“Good fiction is about asserting the beauties of the world, inventing a new, positive thing. Where am I going to get that? And it should be original; it should not be cliched. So the way I looked at history was not to accuse it of failure.”
“I don't look at emails, Internet or newspapers before 1 P.M. I wake at 7 A.M., eat fruit, drink tea or coffee, and read what I've achieved, or not achieved, the previous day. Then I take a shower and work on my next sentence until 1 P.M. After I've done emails and so on, I write again from 3 P.M. until 8 P.M.; then I socialise.”
“I get used to my fountain pens and my clothes, and I can never throw them away. I replace them only when I see that they are broken or embarrassing to wear.”
“I have always thought that the place where you sleep or the place you share with your partner should be separate from the place where you write. The domestic rituals and details somehow kill the imagination. They kill the demon in me.”
“I have the legacy of my father and his nocturnal automatic waking up. But I like those periods. I immediately have a different vision of humanity and my life.”

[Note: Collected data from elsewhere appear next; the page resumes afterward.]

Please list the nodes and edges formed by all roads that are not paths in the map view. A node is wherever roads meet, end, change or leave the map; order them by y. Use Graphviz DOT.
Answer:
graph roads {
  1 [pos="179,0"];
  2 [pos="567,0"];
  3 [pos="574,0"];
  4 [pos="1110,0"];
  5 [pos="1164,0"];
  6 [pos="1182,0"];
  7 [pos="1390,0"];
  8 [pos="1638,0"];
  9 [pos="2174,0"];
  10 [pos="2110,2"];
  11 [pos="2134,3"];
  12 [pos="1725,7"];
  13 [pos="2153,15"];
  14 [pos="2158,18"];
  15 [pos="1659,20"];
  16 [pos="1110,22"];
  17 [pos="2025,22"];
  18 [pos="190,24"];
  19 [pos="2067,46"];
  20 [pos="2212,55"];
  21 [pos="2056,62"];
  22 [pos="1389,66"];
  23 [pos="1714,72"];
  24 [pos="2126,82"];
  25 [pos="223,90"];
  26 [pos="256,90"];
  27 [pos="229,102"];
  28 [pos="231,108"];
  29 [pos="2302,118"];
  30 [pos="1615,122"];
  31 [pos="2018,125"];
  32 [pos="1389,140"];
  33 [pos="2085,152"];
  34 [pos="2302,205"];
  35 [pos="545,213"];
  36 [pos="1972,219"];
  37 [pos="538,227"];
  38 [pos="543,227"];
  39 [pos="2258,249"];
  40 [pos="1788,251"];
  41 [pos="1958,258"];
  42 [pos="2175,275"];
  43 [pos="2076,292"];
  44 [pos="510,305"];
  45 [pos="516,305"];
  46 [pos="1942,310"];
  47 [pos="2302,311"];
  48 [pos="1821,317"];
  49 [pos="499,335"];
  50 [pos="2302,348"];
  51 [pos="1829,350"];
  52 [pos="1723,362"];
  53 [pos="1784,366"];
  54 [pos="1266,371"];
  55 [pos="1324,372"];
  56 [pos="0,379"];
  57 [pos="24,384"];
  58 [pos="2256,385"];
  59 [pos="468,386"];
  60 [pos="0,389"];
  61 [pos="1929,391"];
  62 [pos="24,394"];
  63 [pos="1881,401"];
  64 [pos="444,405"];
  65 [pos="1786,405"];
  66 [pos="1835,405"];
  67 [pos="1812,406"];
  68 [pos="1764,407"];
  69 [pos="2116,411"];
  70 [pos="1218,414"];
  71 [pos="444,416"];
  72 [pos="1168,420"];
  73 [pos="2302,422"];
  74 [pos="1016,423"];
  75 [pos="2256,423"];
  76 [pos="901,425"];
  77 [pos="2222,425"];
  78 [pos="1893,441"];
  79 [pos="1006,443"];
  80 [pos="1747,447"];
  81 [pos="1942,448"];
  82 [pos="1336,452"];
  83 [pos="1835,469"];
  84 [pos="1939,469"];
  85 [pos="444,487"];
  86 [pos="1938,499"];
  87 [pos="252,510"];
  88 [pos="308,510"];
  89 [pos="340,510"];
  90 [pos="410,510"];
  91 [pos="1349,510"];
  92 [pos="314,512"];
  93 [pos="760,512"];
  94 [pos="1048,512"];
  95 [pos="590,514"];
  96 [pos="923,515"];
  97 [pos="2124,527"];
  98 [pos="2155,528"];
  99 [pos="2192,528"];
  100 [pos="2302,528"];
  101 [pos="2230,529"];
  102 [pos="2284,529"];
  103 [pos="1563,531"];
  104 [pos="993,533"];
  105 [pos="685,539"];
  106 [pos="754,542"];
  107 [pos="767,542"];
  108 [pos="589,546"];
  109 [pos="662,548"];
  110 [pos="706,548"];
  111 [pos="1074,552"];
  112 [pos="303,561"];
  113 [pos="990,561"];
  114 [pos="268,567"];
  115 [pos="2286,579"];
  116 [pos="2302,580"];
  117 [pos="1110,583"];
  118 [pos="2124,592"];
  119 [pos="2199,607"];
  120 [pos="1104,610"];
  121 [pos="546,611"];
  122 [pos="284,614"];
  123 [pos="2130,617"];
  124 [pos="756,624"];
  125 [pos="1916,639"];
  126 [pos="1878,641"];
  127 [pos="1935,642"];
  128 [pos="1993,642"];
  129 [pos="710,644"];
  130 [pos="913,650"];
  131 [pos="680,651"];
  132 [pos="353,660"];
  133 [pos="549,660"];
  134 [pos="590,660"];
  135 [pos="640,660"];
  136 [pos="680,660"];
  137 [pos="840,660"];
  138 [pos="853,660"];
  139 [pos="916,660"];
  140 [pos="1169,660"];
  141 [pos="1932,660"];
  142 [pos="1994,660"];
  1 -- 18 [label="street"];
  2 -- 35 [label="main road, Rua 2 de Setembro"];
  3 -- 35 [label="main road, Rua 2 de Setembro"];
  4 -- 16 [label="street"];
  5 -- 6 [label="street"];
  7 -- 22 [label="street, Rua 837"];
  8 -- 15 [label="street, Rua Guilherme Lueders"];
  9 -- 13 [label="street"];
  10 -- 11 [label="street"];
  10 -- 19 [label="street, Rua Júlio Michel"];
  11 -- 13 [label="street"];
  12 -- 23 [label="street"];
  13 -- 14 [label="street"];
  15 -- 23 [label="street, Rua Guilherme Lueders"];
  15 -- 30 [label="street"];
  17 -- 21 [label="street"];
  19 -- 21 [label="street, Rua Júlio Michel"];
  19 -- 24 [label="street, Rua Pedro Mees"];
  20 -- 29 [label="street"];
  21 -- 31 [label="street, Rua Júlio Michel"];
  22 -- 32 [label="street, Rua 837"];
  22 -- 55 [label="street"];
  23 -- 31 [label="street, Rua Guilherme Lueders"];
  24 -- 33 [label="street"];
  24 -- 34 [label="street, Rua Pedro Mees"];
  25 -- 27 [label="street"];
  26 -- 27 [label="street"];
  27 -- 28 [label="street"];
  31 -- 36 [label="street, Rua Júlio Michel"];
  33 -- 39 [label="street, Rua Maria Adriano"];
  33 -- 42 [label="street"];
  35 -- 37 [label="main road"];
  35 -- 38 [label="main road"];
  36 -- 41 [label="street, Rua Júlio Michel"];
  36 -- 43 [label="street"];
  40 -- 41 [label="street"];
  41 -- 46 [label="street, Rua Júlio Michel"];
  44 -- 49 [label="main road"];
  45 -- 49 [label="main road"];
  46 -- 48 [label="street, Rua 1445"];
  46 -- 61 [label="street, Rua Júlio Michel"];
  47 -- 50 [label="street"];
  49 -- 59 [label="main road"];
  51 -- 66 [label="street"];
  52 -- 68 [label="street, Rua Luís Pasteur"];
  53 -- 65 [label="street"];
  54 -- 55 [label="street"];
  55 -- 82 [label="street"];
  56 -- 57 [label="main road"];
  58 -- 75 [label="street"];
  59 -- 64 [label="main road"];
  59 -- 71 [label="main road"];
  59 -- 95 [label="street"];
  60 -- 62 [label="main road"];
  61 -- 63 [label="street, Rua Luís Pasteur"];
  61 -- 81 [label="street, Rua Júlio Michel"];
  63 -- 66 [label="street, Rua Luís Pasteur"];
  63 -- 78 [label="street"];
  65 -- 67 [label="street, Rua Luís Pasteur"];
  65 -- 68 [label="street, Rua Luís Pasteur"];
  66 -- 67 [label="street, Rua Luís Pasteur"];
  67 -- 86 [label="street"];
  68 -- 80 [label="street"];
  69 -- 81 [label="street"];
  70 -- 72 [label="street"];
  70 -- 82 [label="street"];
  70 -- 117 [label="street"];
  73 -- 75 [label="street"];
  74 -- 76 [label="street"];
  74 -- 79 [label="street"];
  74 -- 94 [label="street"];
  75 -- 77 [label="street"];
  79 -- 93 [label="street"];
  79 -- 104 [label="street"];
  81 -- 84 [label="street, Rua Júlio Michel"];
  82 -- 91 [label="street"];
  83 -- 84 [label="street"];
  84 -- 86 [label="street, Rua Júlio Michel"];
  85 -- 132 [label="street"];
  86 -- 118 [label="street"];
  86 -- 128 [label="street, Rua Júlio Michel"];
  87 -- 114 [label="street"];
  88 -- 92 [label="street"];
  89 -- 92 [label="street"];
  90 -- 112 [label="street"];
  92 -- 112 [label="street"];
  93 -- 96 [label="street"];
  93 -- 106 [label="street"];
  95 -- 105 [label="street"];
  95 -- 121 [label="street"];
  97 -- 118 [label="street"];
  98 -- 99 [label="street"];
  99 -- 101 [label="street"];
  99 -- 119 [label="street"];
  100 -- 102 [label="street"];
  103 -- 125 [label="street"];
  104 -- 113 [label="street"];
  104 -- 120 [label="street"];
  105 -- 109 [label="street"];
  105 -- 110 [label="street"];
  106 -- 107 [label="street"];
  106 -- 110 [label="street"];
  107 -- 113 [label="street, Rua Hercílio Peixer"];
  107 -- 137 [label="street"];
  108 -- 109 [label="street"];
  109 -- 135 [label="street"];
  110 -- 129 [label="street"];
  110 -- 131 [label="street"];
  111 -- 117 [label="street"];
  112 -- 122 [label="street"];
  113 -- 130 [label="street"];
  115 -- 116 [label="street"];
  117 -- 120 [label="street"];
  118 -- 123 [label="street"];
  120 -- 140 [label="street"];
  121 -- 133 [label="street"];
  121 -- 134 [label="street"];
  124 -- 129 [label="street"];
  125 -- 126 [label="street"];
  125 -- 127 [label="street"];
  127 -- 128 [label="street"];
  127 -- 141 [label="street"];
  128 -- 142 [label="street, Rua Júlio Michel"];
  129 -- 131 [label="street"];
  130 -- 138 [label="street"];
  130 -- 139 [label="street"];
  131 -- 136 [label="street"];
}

“I sometimes feel nervous because I give stupid answers to certain pointless questions. It happens in Turkish as much as in English. I speak bad Turkish and utter stupid sentences.”
“I strongly believe that the art of the novel works best when the writer identifies with whoever he or she is writing about. Novels in the end are based on the human capacity, compassion, and I can show more compassion to my characters if I write in a first person singular.”
“I think novelists should be disciplined and self-imposed working hours. I work a lot, but I don't feel that I'm working. I always feel that there is a child in me, healthy, and I'm playing.”
“I wanted to tell a romantic and dark side of Ottoman history that was also slightly political, saying to the previous generation of writers, 'Look, I'm interested in Ottoman things, and I'm not afraid of it, and I'm doing something creative.'”
“I wrote 'My Name is Red' just to remember painting, where the hand does it before the intellect. When I'm captive to it, I'm a happier person. Kierkegaard tells us that a happy person is someone who lives in the present; the unhappy person, someone who lives either in the past or the future.”